-- What the exercise asks --
Scan the records for "down" and copy each line that contains it.

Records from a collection
# # #
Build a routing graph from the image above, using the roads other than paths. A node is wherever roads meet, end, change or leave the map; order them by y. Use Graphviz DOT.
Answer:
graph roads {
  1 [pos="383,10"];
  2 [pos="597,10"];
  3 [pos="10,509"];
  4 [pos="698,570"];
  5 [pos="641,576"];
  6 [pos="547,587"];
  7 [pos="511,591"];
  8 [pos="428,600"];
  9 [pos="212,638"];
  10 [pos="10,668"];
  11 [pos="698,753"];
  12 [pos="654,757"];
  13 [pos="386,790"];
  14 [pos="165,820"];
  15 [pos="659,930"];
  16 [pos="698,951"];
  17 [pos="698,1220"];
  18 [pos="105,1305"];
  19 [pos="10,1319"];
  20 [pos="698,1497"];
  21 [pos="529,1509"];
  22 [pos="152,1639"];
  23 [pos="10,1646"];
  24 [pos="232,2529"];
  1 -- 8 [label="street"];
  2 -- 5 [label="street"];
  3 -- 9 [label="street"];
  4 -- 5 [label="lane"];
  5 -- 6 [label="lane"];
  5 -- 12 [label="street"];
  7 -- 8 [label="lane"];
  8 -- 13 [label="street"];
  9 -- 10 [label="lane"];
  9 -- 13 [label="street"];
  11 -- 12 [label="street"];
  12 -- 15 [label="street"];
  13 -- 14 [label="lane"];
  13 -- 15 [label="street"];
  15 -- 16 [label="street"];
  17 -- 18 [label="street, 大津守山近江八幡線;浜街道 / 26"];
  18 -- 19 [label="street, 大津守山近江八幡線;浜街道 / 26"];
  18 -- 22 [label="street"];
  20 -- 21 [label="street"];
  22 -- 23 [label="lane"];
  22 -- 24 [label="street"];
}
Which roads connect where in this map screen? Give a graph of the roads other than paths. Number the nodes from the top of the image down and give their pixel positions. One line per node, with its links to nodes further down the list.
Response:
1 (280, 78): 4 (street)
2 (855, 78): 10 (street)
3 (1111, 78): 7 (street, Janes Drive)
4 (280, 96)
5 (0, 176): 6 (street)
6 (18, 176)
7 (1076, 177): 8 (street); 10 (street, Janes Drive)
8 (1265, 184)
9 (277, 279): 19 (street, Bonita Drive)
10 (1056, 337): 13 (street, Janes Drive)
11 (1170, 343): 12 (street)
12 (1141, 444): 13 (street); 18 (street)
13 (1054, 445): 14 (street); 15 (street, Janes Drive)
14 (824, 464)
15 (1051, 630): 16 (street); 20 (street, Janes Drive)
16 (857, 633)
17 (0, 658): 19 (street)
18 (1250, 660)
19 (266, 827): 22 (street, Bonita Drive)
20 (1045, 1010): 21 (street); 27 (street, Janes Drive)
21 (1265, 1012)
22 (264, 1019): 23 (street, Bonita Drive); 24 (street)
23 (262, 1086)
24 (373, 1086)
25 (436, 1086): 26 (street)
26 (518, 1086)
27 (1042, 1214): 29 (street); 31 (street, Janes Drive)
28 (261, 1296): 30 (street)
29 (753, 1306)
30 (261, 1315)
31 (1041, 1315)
# # #
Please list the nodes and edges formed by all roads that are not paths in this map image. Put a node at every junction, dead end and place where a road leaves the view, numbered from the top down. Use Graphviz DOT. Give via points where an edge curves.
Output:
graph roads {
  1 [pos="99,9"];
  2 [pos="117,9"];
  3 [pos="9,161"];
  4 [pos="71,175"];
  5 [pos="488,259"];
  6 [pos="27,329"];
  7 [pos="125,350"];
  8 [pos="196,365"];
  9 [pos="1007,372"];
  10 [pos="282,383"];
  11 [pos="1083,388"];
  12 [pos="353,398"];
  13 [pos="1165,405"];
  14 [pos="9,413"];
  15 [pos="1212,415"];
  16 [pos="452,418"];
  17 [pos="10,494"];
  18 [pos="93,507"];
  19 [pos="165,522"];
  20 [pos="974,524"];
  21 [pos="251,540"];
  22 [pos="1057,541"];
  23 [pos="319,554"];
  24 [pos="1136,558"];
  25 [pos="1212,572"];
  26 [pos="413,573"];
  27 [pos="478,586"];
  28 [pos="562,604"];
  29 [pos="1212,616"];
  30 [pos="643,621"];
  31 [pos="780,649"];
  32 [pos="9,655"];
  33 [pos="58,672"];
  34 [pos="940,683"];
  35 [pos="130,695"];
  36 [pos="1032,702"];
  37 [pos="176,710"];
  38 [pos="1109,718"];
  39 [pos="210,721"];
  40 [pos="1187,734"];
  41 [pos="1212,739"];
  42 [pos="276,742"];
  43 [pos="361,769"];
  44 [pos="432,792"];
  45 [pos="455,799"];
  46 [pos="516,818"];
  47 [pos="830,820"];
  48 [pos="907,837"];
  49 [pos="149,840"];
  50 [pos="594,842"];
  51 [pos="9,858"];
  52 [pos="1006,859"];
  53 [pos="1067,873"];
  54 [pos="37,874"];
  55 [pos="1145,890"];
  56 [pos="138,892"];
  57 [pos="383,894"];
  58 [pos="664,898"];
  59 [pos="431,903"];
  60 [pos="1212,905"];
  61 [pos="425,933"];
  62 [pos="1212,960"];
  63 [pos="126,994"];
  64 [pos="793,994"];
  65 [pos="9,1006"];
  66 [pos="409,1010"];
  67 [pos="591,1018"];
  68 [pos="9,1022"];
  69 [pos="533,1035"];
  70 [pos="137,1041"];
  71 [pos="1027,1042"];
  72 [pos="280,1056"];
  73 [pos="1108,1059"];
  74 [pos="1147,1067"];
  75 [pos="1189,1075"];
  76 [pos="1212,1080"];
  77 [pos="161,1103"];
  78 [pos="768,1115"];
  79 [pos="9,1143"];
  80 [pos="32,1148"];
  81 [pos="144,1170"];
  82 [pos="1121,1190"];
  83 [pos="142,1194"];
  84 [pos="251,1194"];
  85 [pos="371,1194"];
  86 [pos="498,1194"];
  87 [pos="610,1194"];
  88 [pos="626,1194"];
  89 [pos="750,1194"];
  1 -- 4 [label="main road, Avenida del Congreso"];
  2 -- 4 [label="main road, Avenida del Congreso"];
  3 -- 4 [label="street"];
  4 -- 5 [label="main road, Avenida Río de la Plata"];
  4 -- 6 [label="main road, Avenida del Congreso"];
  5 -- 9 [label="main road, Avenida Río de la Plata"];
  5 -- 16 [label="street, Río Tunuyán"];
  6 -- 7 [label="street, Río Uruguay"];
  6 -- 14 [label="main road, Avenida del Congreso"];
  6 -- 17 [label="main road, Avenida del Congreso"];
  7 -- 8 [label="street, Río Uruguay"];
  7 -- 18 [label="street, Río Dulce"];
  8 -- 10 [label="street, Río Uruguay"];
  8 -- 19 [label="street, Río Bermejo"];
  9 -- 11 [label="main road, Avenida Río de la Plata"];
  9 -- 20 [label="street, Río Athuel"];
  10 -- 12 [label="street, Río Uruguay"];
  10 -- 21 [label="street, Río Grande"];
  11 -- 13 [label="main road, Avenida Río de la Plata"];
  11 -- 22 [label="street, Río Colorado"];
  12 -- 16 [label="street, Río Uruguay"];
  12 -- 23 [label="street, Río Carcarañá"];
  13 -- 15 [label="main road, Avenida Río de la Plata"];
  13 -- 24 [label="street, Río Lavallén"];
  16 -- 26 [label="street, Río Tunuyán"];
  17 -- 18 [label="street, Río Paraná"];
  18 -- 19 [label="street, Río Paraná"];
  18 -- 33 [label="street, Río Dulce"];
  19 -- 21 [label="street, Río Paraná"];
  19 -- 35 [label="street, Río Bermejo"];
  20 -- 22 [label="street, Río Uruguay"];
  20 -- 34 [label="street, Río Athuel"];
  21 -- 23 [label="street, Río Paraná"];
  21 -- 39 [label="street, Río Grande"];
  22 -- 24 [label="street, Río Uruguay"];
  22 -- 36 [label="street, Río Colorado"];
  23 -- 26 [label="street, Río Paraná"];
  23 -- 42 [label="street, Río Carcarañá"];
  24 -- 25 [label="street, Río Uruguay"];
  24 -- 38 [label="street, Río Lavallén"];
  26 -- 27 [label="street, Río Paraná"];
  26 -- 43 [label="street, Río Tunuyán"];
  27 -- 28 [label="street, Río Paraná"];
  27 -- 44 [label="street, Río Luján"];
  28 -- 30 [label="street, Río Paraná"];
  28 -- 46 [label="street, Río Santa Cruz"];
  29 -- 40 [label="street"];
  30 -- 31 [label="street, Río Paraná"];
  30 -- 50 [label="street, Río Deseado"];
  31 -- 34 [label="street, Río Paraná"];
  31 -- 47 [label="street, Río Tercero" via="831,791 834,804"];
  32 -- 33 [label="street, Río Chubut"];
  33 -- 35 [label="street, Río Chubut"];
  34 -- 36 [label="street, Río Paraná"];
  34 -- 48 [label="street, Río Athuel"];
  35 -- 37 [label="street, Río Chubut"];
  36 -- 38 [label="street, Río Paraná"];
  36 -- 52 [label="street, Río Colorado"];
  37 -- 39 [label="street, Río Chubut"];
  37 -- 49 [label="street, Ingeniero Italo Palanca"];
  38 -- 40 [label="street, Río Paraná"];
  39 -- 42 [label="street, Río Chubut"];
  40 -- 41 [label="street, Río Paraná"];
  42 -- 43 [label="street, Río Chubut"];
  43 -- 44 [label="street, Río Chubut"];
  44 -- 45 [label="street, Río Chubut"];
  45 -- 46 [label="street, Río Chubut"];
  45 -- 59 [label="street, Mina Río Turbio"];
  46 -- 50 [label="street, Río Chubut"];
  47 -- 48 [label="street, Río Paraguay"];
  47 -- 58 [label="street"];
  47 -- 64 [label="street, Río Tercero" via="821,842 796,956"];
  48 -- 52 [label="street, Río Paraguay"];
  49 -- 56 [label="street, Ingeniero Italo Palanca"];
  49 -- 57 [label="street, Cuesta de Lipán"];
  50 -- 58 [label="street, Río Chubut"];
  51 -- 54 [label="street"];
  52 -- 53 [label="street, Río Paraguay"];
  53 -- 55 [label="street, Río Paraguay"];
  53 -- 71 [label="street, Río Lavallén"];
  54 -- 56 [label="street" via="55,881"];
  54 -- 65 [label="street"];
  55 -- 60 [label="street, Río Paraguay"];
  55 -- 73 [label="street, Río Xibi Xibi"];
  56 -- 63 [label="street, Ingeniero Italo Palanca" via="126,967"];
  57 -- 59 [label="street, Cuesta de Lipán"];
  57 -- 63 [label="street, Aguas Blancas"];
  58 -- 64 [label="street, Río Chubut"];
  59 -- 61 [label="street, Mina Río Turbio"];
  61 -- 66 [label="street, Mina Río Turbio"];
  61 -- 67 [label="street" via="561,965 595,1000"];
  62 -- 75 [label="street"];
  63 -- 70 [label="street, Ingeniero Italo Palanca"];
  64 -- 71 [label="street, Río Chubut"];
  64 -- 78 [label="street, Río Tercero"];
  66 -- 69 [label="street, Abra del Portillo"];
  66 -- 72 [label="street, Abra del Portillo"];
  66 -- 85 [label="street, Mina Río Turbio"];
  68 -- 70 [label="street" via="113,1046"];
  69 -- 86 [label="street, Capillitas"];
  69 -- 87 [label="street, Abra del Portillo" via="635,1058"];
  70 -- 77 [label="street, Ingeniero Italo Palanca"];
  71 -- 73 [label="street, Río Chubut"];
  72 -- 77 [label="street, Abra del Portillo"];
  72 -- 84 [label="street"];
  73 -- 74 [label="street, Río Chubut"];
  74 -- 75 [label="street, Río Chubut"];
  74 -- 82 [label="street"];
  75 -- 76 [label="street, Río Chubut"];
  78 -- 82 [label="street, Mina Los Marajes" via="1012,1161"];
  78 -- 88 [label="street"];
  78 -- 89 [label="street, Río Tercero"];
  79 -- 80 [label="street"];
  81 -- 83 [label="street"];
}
# # #
-- Task response --
Which roads connect where in this map screen? Give a graph of the roads other than paths. Number the nodes from the top of the image down and give their pixel positions. One line per node, with its links to nodes further down the list.
Please list the nodes and edges formed by all roads that are not paths in this map image. Put a node at every junction, dead end and place where a road leaves the view, numbered from the top down. Use Graphviz DOT. Give via points where an edge curves.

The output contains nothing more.